We recently heard from a reader who is quite worried about her lemon trees. She explained that in the last few months she has noticed a few worm-like organisms in her lemon tree pots, but it became a real issue after she fertilized her plants. She wrote, “I scratched up the top couple of inches of both tree pots, sprinkled in organic citrus fertilizer and watered them. About half an hour I noticed a MASS EXODUS of worms crawling everywhere over the soil and outside of the pots.” It took her about 20 minutes to get rid of all the worms, but 30 minutes later they were back! Since then she has found more every day. She has had these trees for 3 years and never dealt with anything like this, so she thinks they might have come from a foreign source. Her husband recently brought home a spider plant, and she thinks it might be the culprit. Her main concern is that her trees have lemons and flower buds on them, and she is worried that if she has to re-pot them she will lose the fruit. So, what are these creatures and are they harmful?

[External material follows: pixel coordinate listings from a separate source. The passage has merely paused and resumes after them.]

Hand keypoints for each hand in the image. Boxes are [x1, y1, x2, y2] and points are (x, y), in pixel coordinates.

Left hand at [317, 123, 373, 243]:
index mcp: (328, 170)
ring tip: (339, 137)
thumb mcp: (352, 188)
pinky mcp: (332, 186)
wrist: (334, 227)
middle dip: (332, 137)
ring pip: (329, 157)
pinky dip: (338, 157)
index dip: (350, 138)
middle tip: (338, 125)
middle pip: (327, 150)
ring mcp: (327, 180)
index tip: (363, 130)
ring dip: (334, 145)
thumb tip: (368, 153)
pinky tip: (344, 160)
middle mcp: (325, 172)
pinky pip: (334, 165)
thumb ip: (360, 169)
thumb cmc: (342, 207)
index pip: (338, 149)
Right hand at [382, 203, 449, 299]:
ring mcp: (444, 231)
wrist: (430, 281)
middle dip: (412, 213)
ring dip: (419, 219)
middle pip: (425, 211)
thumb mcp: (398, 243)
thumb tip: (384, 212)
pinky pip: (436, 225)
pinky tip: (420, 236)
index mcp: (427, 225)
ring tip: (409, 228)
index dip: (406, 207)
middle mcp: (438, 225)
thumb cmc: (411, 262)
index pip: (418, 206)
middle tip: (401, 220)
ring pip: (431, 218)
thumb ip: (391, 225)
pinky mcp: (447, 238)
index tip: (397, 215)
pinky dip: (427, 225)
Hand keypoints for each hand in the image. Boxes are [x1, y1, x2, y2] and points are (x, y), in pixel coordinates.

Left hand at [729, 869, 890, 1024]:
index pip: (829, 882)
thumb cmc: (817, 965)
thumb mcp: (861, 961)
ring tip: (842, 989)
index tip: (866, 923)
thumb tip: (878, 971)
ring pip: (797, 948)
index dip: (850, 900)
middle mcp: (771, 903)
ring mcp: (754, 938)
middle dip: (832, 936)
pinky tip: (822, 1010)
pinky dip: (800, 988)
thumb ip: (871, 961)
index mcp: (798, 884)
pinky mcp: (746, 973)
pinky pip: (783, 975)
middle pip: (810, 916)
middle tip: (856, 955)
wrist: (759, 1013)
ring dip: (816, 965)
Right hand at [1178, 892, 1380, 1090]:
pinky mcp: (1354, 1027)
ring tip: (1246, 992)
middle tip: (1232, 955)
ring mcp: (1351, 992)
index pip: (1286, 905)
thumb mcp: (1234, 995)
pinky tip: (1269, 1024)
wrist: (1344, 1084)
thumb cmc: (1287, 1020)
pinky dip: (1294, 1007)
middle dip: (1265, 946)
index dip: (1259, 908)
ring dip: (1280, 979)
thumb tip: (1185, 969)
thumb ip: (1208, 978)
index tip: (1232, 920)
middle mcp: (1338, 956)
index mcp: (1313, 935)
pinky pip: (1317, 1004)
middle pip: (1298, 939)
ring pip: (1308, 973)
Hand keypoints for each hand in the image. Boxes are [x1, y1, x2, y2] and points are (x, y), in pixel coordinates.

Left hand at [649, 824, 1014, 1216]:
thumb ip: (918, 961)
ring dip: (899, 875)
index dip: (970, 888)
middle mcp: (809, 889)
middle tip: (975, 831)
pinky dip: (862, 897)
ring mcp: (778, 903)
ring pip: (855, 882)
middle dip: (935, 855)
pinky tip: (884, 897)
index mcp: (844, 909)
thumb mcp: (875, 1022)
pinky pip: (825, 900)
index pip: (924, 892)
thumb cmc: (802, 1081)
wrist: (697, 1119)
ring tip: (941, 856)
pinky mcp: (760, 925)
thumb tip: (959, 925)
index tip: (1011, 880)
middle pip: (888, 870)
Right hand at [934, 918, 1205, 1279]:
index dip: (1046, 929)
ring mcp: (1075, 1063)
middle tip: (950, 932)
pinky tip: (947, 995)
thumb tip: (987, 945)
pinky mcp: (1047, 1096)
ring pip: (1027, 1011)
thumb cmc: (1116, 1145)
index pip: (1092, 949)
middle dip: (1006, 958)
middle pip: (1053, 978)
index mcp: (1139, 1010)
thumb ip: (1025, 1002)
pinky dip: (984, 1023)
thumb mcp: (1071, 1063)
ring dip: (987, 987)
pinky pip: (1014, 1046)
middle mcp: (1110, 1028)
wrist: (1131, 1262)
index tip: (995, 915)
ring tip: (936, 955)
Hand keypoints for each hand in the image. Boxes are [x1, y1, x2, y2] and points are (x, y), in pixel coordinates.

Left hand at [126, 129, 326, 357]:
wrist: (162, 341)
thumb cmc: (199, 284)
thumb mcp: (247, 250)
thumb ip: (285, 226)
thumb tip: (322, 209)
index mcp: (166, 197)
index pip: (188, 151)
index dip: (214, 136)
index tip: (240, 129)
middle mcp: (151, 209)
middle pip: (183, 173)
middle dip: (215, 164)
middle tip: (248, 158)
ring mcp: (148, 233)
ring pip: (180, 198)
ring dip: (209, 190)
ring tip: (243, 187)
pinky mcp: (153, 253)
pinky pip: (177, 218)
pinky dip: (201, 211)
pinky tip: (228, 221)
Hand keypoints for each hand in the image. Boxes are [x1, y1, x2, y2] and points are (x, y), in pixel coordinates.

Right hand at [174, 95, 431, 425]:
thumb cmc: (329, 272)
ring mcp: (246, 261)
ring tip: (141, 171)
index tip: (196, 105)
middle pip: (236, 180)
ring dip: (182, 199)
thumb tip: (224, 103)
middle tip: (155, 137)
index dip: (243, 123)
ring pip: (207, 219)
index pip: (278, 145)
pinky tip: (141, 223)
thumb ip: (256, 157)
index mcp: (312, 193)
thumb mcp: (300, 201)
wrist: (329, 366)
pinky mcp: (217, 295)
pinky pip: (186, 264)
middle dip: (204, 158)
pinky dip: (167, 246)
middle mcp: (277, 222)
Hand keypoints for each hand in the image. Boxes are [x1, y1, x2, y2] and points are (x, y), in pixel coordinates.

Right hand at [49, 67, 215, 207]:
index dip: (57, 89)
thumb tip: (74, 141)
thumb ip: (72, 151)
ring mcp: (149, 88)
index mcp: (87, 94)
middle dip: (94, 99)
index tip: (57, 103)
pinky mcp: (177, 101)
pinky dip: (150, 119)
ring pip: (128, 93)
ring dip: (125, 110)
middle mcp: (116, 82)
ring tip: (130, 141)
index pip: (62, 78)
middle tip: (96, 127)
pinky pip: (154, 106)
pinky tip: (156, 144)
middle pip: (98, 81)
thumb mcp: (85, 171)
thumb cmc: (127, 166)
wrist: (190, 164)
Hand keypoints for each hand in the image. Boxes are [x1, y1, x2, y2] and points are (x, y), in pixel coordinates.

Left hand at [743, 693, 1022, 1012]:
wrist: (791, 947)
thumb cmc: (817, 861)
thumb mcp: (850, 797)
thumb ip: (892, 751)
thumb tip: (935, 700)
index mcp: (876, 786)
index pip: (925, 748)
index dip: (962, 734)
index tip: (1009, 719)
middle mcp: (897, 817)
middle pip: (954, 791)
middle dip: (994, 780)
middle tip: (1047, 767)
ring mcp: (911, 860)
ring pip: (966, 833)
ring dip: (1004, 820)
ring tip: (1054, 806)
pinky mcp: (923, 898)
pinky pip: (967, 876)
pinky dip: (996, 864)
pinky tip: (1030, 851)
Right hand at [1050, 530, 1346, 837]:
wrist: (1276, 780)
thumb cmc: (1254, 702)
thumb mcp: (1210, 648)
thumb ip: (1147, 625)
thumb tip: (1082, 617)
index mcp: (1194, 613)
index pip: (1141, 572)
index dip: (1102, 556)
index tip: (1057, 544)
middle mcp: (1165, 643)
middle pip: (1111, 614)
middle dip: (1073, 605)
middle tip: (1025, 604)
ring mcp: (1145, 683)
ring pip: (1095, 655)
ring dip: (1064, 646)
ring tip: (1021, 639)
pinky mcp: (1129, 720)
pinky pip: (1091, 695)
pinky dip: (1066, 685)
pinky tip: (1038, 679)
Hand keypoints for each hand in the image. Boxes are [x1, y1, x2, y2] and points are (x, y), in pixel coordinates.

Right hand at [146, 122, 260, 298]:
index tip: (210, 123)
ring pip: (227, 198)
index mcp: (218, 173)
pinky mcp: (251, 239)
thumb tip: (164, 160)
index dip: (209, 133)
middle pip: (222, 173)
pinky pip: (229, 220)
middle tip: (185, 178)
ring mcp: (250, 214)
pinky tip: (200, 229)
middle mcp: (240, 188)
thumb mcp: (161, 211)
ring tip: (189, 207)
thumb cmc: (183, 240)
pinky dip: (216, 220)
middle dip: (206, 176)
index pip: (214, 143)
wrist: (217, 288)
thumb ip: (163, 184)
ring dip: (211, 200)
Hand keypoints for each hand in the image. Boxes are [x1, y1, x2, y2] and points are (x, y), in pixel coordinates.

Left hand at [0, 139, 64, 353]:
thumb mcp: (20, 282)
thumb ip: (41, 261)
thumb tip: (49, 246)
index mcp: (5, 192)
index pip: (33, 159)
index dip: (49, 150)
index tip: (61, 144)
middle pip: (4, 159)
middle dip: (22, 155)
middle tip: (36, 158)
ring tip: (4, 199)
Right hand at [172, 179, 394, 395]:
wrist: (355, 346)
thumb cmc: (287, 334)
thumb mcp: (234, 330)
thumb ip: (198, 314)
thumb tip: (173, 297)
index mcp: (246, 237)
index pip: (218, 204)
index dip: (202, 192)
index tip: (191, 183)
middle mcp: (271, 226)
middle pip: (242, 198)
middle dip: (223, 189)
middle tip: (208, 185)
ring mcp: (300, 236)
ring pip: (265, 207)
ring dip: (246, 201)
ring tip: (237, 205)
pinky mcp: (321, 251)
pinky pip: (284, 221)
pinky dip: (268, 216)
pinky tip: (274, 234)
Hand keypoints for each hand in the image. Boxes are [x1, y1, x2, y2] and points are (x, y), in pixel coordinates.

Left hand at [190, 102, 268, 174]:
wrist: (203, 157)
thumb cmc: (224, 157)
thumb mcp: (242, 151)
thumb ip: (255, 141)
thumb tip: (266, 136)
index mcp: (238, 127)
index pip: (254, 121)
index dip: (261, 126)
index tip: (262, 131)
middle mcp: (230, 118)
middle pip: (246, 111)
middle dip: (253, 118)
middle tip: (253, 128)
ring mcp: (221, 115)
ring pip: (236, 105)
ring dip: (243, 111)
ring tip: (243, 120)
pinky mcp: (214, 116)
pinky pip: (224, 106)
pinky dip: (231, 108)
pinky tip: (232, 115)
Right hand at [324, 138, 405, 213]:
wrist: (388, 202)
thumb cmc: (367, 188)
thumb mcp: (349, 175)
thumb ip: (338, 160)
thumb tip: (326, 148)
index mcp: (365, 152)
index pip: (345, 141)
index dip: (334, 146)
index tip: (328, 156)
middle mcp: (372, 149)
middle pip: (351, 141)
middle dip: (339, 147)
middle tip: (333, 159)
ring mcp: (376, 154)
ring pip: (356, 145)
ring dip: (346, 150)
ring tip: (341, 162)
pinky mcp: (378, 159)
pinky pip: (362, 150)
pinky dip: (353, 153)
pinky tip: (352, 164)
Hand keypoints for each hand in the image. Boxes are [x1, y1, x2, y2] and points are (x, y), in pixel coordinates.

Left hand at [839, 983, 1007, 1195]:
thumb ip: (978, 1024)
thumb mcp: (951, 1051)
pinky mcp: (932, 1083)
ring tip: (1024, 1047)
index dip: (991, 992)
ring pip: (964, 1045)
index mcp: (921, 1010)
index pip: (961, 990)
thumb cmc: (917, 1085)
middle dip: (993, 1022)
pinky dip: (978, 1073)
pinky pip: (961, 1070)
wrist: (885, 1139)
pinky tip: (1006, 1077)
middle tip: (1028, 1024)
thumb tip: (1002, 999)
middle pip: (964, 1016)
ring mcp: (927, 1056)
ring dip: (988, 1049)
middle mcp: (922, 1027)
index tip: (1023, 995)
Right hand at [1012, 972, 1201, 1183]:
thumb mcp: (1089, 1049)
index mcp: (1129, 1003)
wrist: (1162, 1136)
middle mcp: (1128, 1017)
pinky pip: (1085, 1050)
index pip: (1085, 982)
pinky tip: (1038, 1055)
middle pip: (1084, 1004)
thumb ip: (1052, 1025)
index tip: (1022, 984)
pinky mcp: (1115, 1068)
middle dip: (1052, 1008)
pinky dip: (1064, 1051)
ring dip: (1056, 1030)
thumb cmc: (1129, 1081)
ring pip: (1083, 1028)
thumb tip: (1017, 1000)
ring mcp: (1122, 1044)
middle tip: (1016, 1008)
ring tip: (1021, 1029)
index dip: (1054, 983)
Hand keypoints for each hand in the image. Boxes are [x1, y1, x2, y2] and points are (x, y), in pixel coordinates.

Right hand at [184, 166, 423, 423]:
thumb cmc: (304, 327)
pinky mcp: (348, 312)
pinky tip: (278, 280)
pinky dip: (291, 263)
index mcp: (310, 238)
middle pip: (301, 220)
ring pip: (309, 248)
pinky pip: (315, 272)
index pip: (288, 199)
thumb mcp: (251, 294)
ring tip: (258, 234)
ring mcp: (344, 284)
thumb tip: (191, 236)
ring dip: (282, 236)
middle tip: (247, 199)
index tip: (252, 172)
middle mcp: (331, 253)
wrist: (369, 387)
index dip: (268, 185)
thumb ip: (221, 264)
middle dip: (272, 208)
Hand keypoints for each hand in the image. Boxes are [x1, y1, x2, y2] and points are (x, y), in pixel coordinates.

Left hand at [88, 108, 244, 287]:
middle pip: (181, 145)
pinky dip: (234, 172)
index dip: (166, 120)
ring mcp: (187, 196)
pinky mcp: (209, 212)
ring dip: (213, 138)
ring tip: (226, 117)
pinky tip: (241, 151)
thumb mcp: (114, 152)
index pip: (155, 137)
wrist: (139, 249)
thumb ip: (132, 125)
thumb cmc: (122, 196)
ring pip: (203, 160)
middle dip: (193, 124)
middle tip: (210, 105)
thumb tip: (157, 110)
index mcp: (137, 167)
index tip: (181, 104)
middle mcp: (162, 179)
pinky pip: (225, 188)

There are plenty of caterpillars that feed on lemon trees and citrus plants. Most notably are California orangetails, which are brown and green with white spots. In other words, they bear no resemblance to the white creatures in the picture our reader sent. In fact, none of the caterpillars known to feed on lemon trees look like this specimen. We think it looks more like a beetle larva.
Unfortunately, we don’t know exactly what our reader is dealing with. It is possible that these larvae have just recently hatched from eggs that were buried in the soil and that’s why they have suddenly appeared. It is also possible that they came from the new spider plant as our reader suspects. If our reader’s plants are still growing and healthy, she might not need to do anything about these worm-like organisms.
We think it would be best for her to visit a Home & Garden store for advice on this matter. Although we do know about some pest management, we don’t want to be responsible for the life or death of her lemon trees, especially since we aren’t entirely sure what she is dealing with. We wish her the best of luck and hope her lemon trees come out of this ordeal unscathed.